# SON'S NUTS!!!



## knyfeknerd (Sep 21, 2012)

......As in Son is nuts, not anything about _his_ nuts,
It all started a few weeks ago. I've been bugging Son about doing some WIP stuff. I PM'ed him when he posted in his "Get ready for some old school" thread http://www.kitchenknifeforums.com/showthread.php/8226-Get-Ready-for-some-old-school-as-promised/page3
A week later I get this




[/IMG]



[/IMG]
in the mail. For reference, that is a 300mm tako next to it. 
This thing is an absolute beast! It''s so heavy and unbelievably thick at the spine. My only tools are a bench grinder, some crappy hand tools,etc. But I figured I could bring it back to life. I still have no idea what this thing is either........

Later that week...........

.........I get a phone call from my wife bitching me out for buying something from Peachtree woodworking supply because there's a package on the porch. 
When I open the box, it's a multi-pack of big sanding belts, for which I do not own a sander. There is no billing info, so I figured maybe Son thought I had a tabletop sander. I figured this meant I would have to buy myself a sander soon in order to put these belts to use.
The next day I get a pack of self-adhesive sanding discs.


A couple days later I get another order of sanding discs. These are definitely from Son because his name is on the invoice. 
I definitely think he's crazy now. As you all may know, Son has had quite a few health issues. I figure maybe his mind is going too!
A few days later while I'm out of town my wife tells me that this big green sander(that I did not buy) is on the porch!!!!

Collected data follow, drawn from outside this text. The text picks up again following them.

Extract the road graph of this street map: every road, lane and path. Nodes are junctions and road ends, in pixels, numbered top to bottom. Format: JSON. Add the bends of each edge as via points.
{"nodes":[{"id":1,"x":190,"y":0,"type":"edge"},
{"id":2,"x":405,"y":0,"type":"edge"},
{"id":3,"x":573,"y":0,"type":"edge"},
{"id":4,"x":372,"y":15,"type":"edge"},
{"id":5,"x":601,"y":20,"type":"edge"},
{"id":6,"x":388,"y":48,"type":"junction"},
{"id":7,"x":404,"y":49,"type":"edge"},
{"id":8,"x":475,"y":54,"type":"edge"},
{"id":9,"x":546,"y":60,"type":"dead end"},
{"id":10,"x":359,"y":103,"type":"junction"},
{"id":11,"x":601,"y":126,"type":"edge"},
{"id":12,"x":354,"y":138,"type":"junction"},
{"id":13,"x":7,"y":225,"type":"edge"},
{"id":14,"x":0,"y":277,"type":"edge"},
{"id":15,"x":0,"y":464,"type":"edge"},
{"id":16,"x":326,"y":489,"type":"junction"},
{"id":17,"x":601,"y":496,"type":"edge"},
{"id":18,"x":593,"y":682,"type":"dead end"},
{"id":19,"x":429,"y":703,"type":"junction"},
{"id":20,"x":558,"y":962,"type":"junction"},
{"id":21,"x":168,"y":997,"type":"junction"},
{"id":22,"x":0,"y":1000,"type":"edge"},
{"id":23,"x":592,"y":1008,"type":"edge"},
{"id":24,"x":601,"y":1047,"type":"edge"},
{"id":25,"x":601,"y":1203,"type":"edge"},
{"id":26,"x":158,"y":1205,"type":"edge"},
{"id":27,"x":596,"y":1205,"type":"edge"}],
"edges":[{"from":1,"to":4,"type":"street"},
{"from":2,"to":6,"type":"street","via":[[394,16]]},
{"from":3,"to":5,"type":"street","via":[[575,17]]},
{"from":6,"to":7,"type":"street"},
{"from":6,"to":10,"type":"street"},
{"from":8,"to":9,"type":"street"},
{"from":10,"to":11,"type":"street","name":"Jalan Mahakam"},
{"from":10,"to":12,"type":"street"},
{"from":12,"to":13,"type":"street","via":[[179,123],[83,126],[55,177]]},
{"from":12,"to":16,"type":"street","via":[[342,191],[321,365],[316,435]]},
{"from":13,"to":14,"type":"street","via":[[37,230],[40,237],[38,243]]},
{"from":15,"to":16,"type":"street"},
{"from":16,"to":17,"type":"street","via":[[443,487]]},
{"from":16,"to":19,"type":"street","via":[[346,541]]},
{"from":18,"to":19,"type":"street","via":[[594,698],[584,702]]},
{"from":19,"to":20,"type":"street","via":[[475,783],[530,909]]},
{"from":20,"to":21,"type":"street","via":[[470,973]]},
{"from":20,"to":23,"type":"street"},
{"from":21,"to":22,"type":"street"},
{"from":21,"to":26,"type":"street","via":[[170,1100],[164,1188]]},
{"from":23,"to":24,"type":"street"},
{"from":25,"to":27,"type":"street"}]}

I finally got to put it together tonight



[/IMG]
Freakin' awesome! I can't wait to use this puppy. This is great news for my handle making "experiments" and for the "Pay it Forward" knife project too. The kindness and generousity on this forum never cease to amaze me!
Thanks a million Son. I already owe you a lot. I hope I can repay it tenfold.
Thanks for looking, Chris


----------



## Dave Martell (Sep 21, 2012)

Damn....Son IS nuts!


----------



## DwarvenChef (Sep 21, 2012)

Almost didn't open this thread as that is something I'm just not that interested in seeing


----------



## Pabloz (Sep 21, 2012)

Son may have gone nuts but his *HEART* still works great!!!

PZ


----------



## HHH Knives (Sep 21, 2012)

WOW, Son is AWESOME! Hes the Nicest guy and most giving and thoughtful man I know. God Bless our very own Son! 

Congrats on the new toy Chris, Im sure it will really help with the rehabs!


----------



## GlassEye (Sep 21, 2012)

No excuse now, you had better do an awesome job on that knife.


----------



## Namaxy (Sep 21, 2012)

GlassEye said:


> No excuse now, you had better do an awesome job on that knife.



Exactly...I have an old butcher knife from Son, and I feel the same way.


----------



## Crothcipt (Sep 21, 2012)

Wow that is a sweet grinder, err sander, err a wife pissoffer. I'm sure she doesn't believe you either that someone sent you all that too.

Very nice move Son.


----------



## PierreRodrigue (Sep 22, 2012)

Very nice. Son, has to be the the nicest guy, I have had the pleasure of meeting, and speaking with. Simply put. A great spirit.

Use it well. Let's see new life in that fantastic blade. Take your time, go slow. You will know when it's right. Don't forget the WIP!!


----------



## sachem allison (Sep 22, 2012)

Hard to work with no tools. Keep paying it forward and thank you. Thank all you guys for doing what you do.


----------



## Chef Niloc (Sep 22, 2012)

HHH Knives said:


> WOW, Son is AWESOME! Hes the Nicest guy and most giving and thoughtful man I know. God Bless our very own Son!
> 
> Congrats on the new toy Chris, Im sure it will really help with the rehabs!



X 100,00000 to that ! I owe him something leather with a new mexican flair to it I think


----------



## Lefty (Sep 22, 2012)

I've been wondering how we all can pay him back. (here's the part where you stop reading, Son) haha. I just got a message saying a little something was in the mail for me. I know it's not a sander and belts and discs, but a gift, none the less. 
One day....


----------



## steeley (Sep 22, 2012)

Son has shown again and again his goodwill to the members here .
I for one appreciate his knowledge and the willingness to share 

Thanks Son


----------



## WillC (Sep 22, 2012)

That really is a beast:viking:, quite a taper on there though.


----------



## jayhay (Sep 24, 2012)

Holy moly, that is incredibly generous. You are an awesome guy, son. Have fun with he new equipment knfy! Looking forward to seeing the freshened up blade


----------



## pumbaa (Sep 24, 2012)

that is awesome! son is amazing and knerd you are no slouch either


----------



## Lefty (Sep 26, 2012)

Here's my picture of Son's nuts...wait...no....






This is a 60's Carbon Chinese Cleaver straight from New York's Chinatown. I gave it a quick trip to Jenny Craig, as you can see. After a bit of work, it's gonna be a gem!

Thanks Son!


----------



## Johnny.B.Good (Sep 26, 2012)

Wow, that's pretty sweet looking Lefty.


----------